- Opening Delimiter -
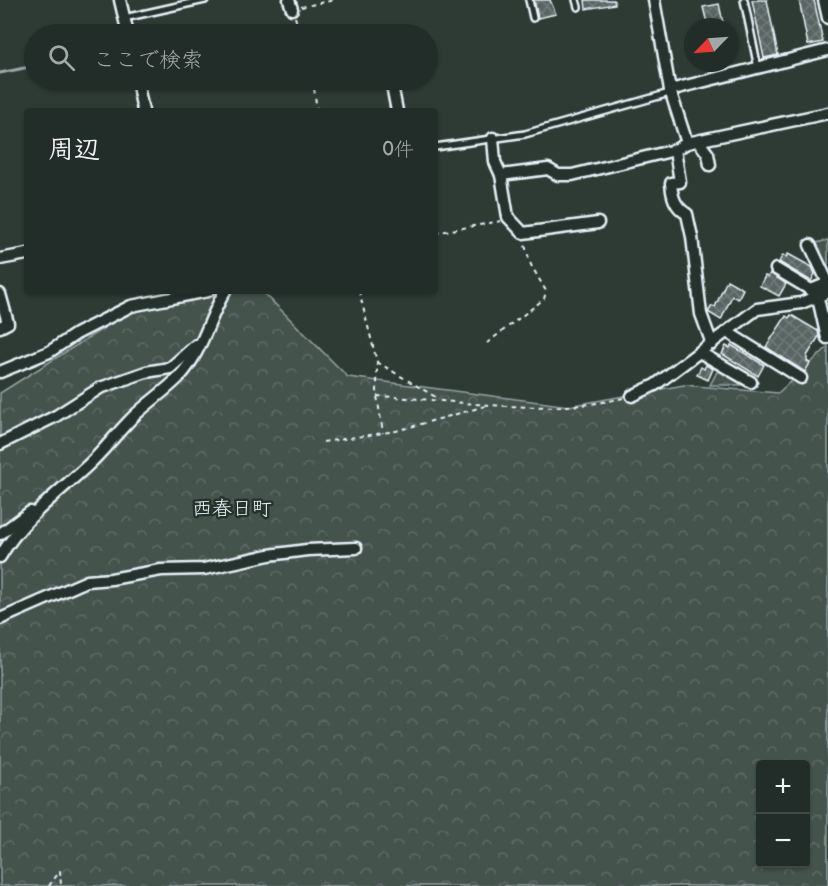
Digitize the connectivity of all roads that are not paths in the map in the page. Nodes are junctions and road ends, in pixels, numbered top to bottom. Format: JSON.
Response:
{"nodes":[{"id":1,"x":120,"y":0,"type":"edge"},
{"id":2,"x":205,"y":0,"type":"edge"},
{"id":3,"x":529,"y":0,"type":"edge"},
{"id":4,"x":576,"y":0,"type":"edge"},
{"id":5,"x":654,"y":0,"type":"edge"},
{"id":6,"x":744,"y":0,"type":"edge"},
{"id":7,"x":824,"y":0,"type":"edge"},
{"id":8,"x":578,"y":7,"type":"dead end"},
{"id":9,"x":124,"y":18,"type":"junction"},
{"id":10,"x":533,"y":18,"type":"dead end"},
{"id":11,"x":828,"y":18,"type":"edge"},
{"id":12,"x":126,"y":24,"type":"edge"},
{"id":13,"x":828,"y":50,"type":"edge"},
{"id":14,"x":758,"y":68,"type":"junction"},
{"id":15,"x":139,"y":90,"type":"edge"},
{"id":16,"x":395,"y":90,"type":"edge"},
{"id":17,"x":670,"y":90,"type":"junction"},
{"id":18,"x":142,"y":108,"type":"edge"},
{"id":19,"x":397,"y":108,"type":"edge"},
{"id":20,"x":828,"y":112,"type":"edge"},
{"id":21,"x":492,"y":138,"type":"junction"},
{"id":22,"x":699,"y":142,"type":"junction"},
{"id":23,"x":687,"y":143,"type":"junction"},
{"id":24,"x":438,"y":147,"type":"edge"},
{"id":25,"x":675,"y":150,"type":"junction"},
{"id":26,"x":710,"y":165,"type":"dead end"},
{"id":27,"x":501,"y":175,"type":"junction"},
{"id":28,"x":598,"y":223,"type":"dead end"},
{"id":29,"x":810,"y":245,"type":"dead end"},
{"id":30,"x":24,"y":255,"type":"edge"},
{"id":31,"x":0,"y":259,"type":"edge"},
{"id":32,"x":776,"y":269,"type":"dead end"},
{"id":33,"x":828,"y":283,"type":"edge"},
{"id":34,"x":0,"y":294,"type":"edge"},
{"id":35,"x":193,"y":294,"type":"edge"},
{"id":36,"x":223,"y":294,"type":"edge"},
{"id":37,"x":823,"y":295,"type":"edge"},
{"id":38,"x":0,"y":327,"type":"edge"},
{"id":39,"x":727,"y":332,"type":"junction"},
{"id":40,"x":203,"y":339,"type":"junction"},
{"id":41,"x":827,"y":339,"type":"edge"},
{"id":42,"x":712,"y":344,"type":"junction"},
{"id":43,"x":701,"y":353,"type":"junction"},
{"id":44,"x":0,"y":372,"type":"edge"},
{"id":45,"x":801,"y":378,"type":"dead end"},
{"id":46,"x":752,"y":382,"type":"dead end"},
{"id":47,"x":632,"y":396,"type":"road end"},
{"id":48,"x":0,"y":444,"type":"edge"},
{"id":49,"x":50,"y":498,"type":"junction"},
{"id":50,"x":0,"y":534,"type":"edge"},
{"id":51,"x":356,"y":548,"type":"dead end"},
{"id":52,"x":0,"y":557,"type":"edge"},
{"id":53,"x":0,"y":619,"type":"edge"}],
"edges":[{"from":1,"to":9,"type":"street"},
{"from":2,"to":9,"type":"lane"},
{"from":3,"to":10,"type":"lane"},
{"from":4,"to":8,"type":"lane"},
{"from":5,"to":17,"type":"street"},
{"from":6,"to":14,"type":"lane"},
{"from":7,"to":11,"type":"street"},
{"from":9,"to":12,"type":"street"},
{"from":13,"to":14,"type":"street"},
{"from":14,"to":17,"type":"street"},
{"from":15,"to":18,"type":"street"},
{"from":16,"to":19,"type":"street"},
{"from":17,"to":21,"type":"lane"},
{"from":17,"to":23,"type":"street"},
{"from":20,"to":22,"type":"street"},
{"from":21,"to":24,"type":"lane"},
{"from":21,"to":27,"type":"street"},
{"from":22,"to":23,"type":"street"},
{"from":22,"to":26,"type":"street"},
{"from":23,"to":25,"type":"street"},
{"from":25,"to":27,"type":"street"},
{"from":25,"to":42,"type":"street"},
{"from":27,"to":28,"type":"street"},
{"from":29,"to":33,"type":"street"},
{"from":30,"to":31,"type":"street"},
{"from":32,"to":33,"type":"street"},
{"from":34,"to":38,"type":"street"},
{"from":35,"to":44,"type":"street"},
{"from":36,"to":40,"type":"street"},
{"from":37,"to":39,"type":"street"},
{"from":37,"to":41,"type":"street"},
{"from":39,"to":42,"type":"street"},
{"from":39,"to":45,"type":"street"},
{"from":40,"to":48,"type":"street"},
{"from":40,"to":49,"type":"street"},
{"from":42,"to":43,"type":"street"},
{"from":43,"to":46,"type":"street"},
{"from":43,"to":47,"type":"street"},
{"from":49,"to":50,"type":"street"},
{"from":49,"to":52,"type":"street"},
{"from":51,"to":53,"type":"street"}]}
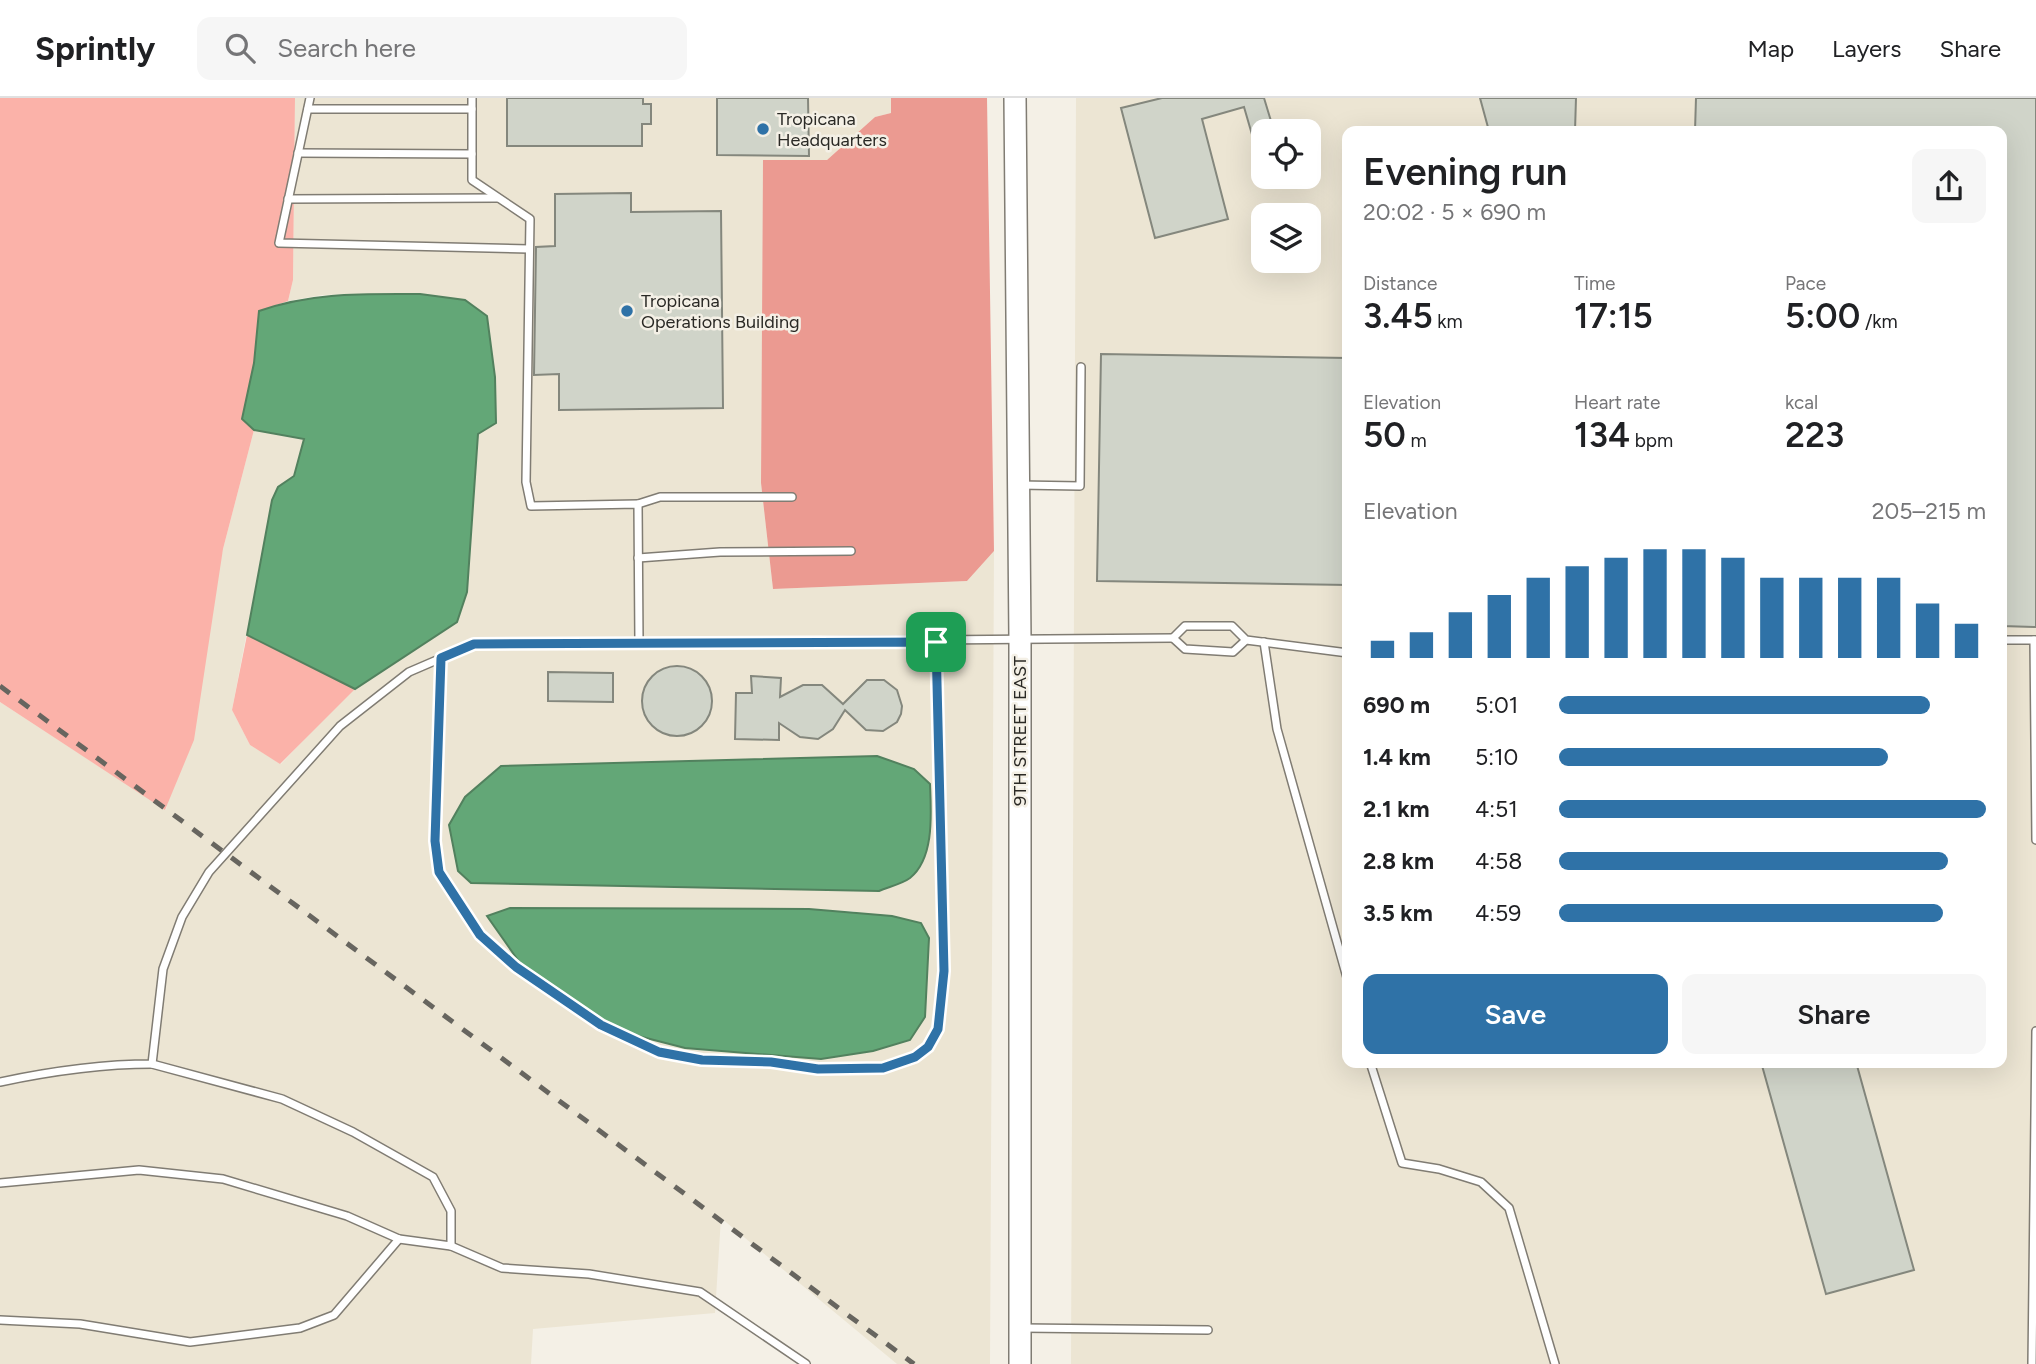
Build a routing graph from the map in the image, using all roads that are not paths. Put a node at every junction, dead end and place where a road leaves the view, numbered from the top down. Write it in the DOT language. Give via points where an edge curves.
graph roads {
  1 [pos="310,98"];
  2 [pos="472,98"];
  3 [pos="1015,98"];
  4 [pos="308,109"];
  5 [pos="472,109"];
  6 [pos="298,153"];
  7 [pos="472,154"];
  8 [pos="498,198"];
  9 [pos="288,199"];
  10 [pos="529,249"];
  11 [pos="1081,367"];
  12 [pos="1019,485"];
  13 [pos="792,497"];
  14 [pos="638,504"];
  15 [pos="851,551"];
  16 [pos="638,558"];
  17 [pos="1173,638"];
  18 [pos="1020,640"];
  19 [pos="1246,640"];
  20 [pos="2007,640"];
  21 [pos="2035,640"];
  22 [pos="936,642"];
  23 [pos="1264,642"];
  24 [pos="639,643"];
  25 [pos="1342,652"];
  26 [pos="441,658"];
  27 [pos="2036,840"];
  28 [pos="1342,960"];
  29 [pos="2036,1031"];
  30 [pos="152,1064"];
  31 [pos="1372,1068"];
  32 [pos="0,1083"];
  33 [pos="0,1183"];
  34 [pos="398,1239"];
  35 [pos="450,1246"];
  36 [pos="0,1320"];
  37 [pos="1018,1328"];
  38 [pos="1208,1330"];
  39 [pos="806,1364"];
  40 [pos="1020,1364"];
  41 [pos="1555,1364"];
  42 [pos="2032,1364"];
  1 -- 4 [label="lane"];
  2 -- 5 [label="lane"];
  3 -- 12 [label="street, 9TH STREET EAST"];
  4 -- 5 [label="lane"];
  4 -- 6 [label="lane"];
  5 -- 7 [label="lane"];
  6 -- 7 [label="lane"];
  6 -- 9 [label="lane"];
  7 -- 8 [label="lane" via="472,180"];
  8 -- 9 [label="lane"];
  8 -- 10 [label="lane" via="530,219"];
  9 -- 10 [label="lane" via="279,243"];
  10 -- 14 [label="lane" via="526,482 531,506"];
  11 -- 12 [label="lane" via="1080,486"];
  12 -- 18 [label="street, 9TH STREET EAST"];
  13 -- 14 [label="lane" via="660,497"];
  14 -- 16 [label="lane"];
  15 -- 16 [label="lane"];
  16 -- 24 [label="lane"];
  17 -- 18 [label="lane"];
  17 -- 19 [label="lane" via="1185,649 1233,652"];
  17 -- 19 [label="lane" via="1185,626 1232,626"];
  18 -- 22 [label="lane"];
  18 -- 37 [label="street, 9TH STREET EAST"];
  19 -- 23 [label="lane"];
  20 -- 21 [label="lane"];
  21 -- 27 [label="lane"];
  22 -- 24 [label="lane"];
  22 -- 26 [label="lane" via="944,971 938,1029 928,1047 915,1057 883,1068 818,1069 659,1052 601,1025 516,967 480,935 439,872 435,841"];
  23 -- 25 [label="lane"];
  23 -- 28 [label="lane" via="1277,729"];
  24 -- 26 [label="lane" via="474,644"];
  26 -- 30 [label="lane" via="409,672 340,726 209,872 182,917 163,969"];
  29 -- 42 [label="lane"];
  30 -- 32 [label="lane" via="64,1068"];
  30 -- 35 [label="lane" via="282,1099 433,1177 451,1211"];
  31 -- 41 [label="lane" via="1402,1163 1481,1182 1509,1208"];
  33 -- 34 [label="lane" via="139,1170 223,1179 347,1216"];
  34 -- 35 [label="lane"];
  34 -- 36 [label="lane" via="334,1315 300,1328 190,1342 80,1324"];
  35 -- 39 [label="lane" via="502,1268 589,1274 700,1292"];
  37 -- 38 [label="lane"];
  37 -- 40 [label="street, 9TH STREET EAST"];
}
- Closing Delimiter -
### What is being asked
Return each line above where the word "EAST" shows up.

### Your solution
  3 -- 12 [label="street, 9TH STREET EAST"];
  12 -- 18 [label="street, 9TH STREET EAST"];
  18 -- 37 [label="street, 9TH STREET EAST"];
  37 -- 40 [label="street, 9TH STREET EAST"];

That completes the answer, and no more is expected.